Если при таких коллизиях этнос не исчезает, то процесс восстанавливается, но экзогенное воздействие всегда оставляет на телеэтноса рубцы и память об утратах, часто невосполнимых. Суперэтнические контакты порождают нарушения закономерности. Их следует всегда учитывать как зигзаги, само наличие коих является необходимой составной частью этногенеза, ибо никто не живет одиноко, а отношения между соседями бывают разнообразными.
При взаимодействии двух систем задача легко решается противопоставлением «мы — наши враги», но при трех и более получить решение трудно. А именно три этнокультурные традиции столкнулись в Восточной Европе в IX—XI вв., и только в XII в. зигзаг истории был преодолен, после чего начался культурный расцвет при пассионарном спаде, т. е. инерционная фаза этногенеза. Это уникальный вариант этнической истории, и тем-то он представляет интерес в ряде аспектов, о которых речь пойдет ниже.
Эволюционная теория Дарвина и Ламарка была предложена для объяснения видообразования, а этногенез — процесс внутривидовой и специфичный. Уже потому применение принципов эволюции к этническим феноменам неправомерно.
Этнические процессы дискретны (прерывисты), а исключения из этого правила — персистенты (твердые, устойчивые) — не продлевают свою жизнь, а останавливают ее, как Фауст остановил мгновение; но ведь тут-то его и зацапал Мефистофель! Значит, для динамичного этноса такое решение проблемы бессмертия противопоказано.

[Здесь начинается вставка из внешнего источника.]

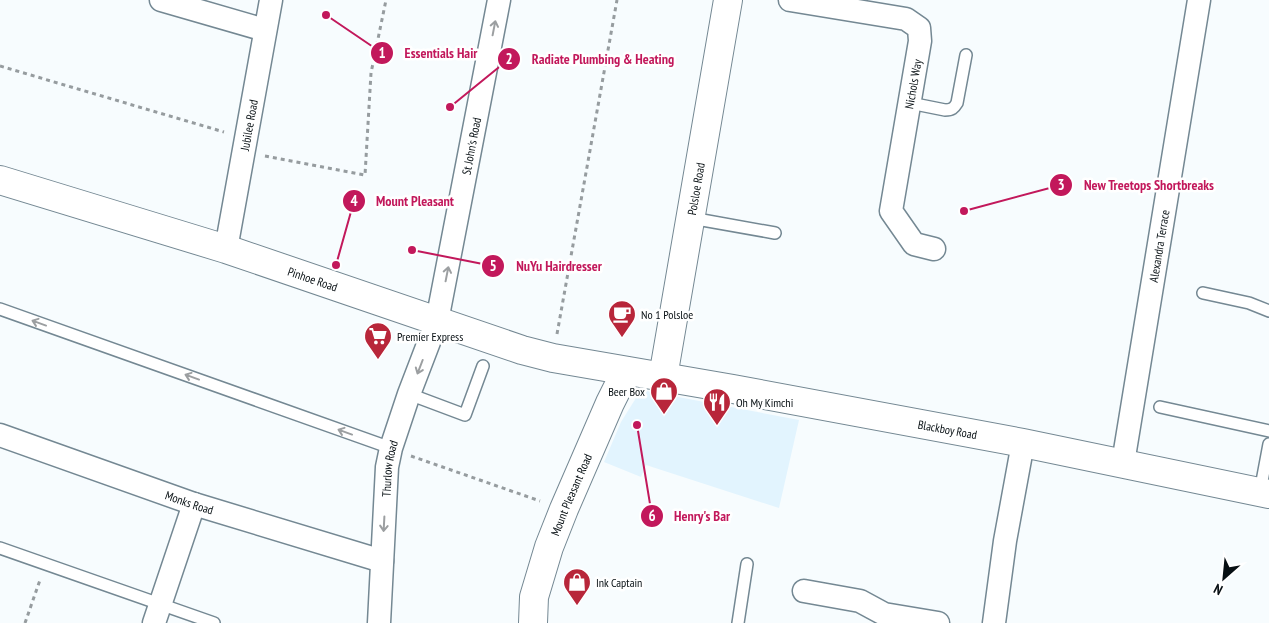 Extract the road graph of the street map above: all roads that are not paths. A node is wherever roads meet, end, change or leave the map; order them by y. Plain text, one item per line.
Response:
1 (161, 0) edge
2 (271, 0) edge
3 (499, 0) edge
4 (728, 0) edge
5 (790, 0) edge
6 (1199, 0) edge
7 (265, 30) junction
8 (966, 55) dead end
9 (910, 103) junction
10 (0, 180) edge
11 (691, 218) junction
12 (775, 233) dead end
13 (934, 248) dead end
14 (226, 249) junction
15 (1203, 293) dead end
16 (0, 309) edge
17 (1269, 311) edge
18 (437, 321) junction
19 (483, 366) dead end
20 (626, 371) junction
21 (663, 377) junction
22 (409, 394) junction
23 (1160, 407) dead end
24 (1269, 431) edge
25 (0, 435) edge
26 (1023, 443) junction
27 (1269, 444) edge
28 (391, 448) junction
29 (1122, 463) junction
30 (1264, 493) edge
31 (194, 504) junction
32 (0, 548) edge
33 (382, 561) junction
34 (747, 564) dead end
35 (804, 591) dead end
36 (157, 613) edge
37 (884, 619) edge
38 (214, 623) edge
39 (379, 623) edge
40 (533, 623) edge
41 (738, 623) edge
42 (938, 623) edge
43 (994, 623) edge

1 - 7 street
2 - 7 street, Jubilee Road
18 -> 3 street, St John's Road
4 - 11 main road, Polsloe Road
5 - 9 street, Nichols Way
6 - 29 street, Alexandra Terrace
7 - 14 street, Jubilee Road
8 - 9 lane
9 - 13 street, Nichols Way
10 - 14 main road, Pinhoe Road
11 - 12 lane
11 - 21 main road, Polsloe Road
14 - 18 main road, Pinhoe Road
15 - 17 lane
28 -> 16 lane
18 - 20 main road, Pinhoe Road
18 -> 22 street, Thurlow Road
19 - 22 lane
20 - 21 main road, Blackboy Road
20 - 40 main road, Mount Pleasant Road
21 - 26 main road, Blackboy Road
22 - 28 street, Thurlow Road
23 - 24 lane
25 - 31 street, Monks Road
26 - 29 main road, Blackboy Road
26 - 43 street
27 - 30 lane
28 -> 33 street, Thurlow Road
29 - 30 main road, Blackboy Road
31 - 33 street, Monks Road
31 - 36 street
32 - 36 lane
33 - 39 street, Thurlow Road
34 - 41 lane
35 - 37 street
36 - 38 lane
37 - 42 street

Для реликтового этноса-персистента возможны, кроме полной изоляции, три пути: 1) ждать, пока истребят соседи (элиминация);
2) включиться в живущий суперэтнос во время смены фаз и укрепиться в нем (инкорпорация); 3) рассыпаться розно (дисперсия) Все три варианта можно проследить всего за один век — XII.Этот век как бы антракт между надломом мира ислама, реанимацией Византии и детским буйством «христианской» Европы, пышно названным «крестовыми походами». Здесь легко проследить вариации соотношения Руси и Степи. Этим занимались самые замечательные историки XVIII—XIX вв., вследствие чего следует ознакомиться с их представлениями, но, конечно, под углом зрения этнологии, ибо эта новая наука уже показала, на что она способна. А основной тезис этнологии диалектичен: новый этнос, молодой и творческий, возникает внезапно, ломая обветшалую культуру и обездушенный, т. е. утративший способность к творчеству, быт старых этносов, будь то реликты или просто обскуранты; в грозе и буре он утверждает свое право на место под солнцем, в крови и муках он находит свой идеал красоты и мудрости, а потом, старея, он собирает остатки древностей, им же некогда разрушенных. Это называется возрождением, хотя правильнее сказать «вырождение». И если новый толчок не встряхнет дряхлые этносы, то им грозит превращение в реликты. Но толчки повторяются, хотя и беспорядочно, и человечество существует в своем разнообразии. Об этом и пойдет наша беседа с читателями.
И автору, и, вероятно, читателю интересна история Древней Руси, которая, по мнению летописца, возникла как определенная целостность только в середине IX в[104].А что было до этого? Кто окружал эту новорожденную этническую систему? Кто был ей другом, а кто врагом? Почему об этом негде прочесть, хотя источники повествуют о хазарах и варягах и даже о западных славянах, тюрках и монголах? В книгах есть простое перечисление событий, в том числе недостоверных. Они сведены в синхронистическую таблицу, предлагаемую ниже, но связи между этими событиями потребовали дополнительного критического анализа и выбора точки отсчета.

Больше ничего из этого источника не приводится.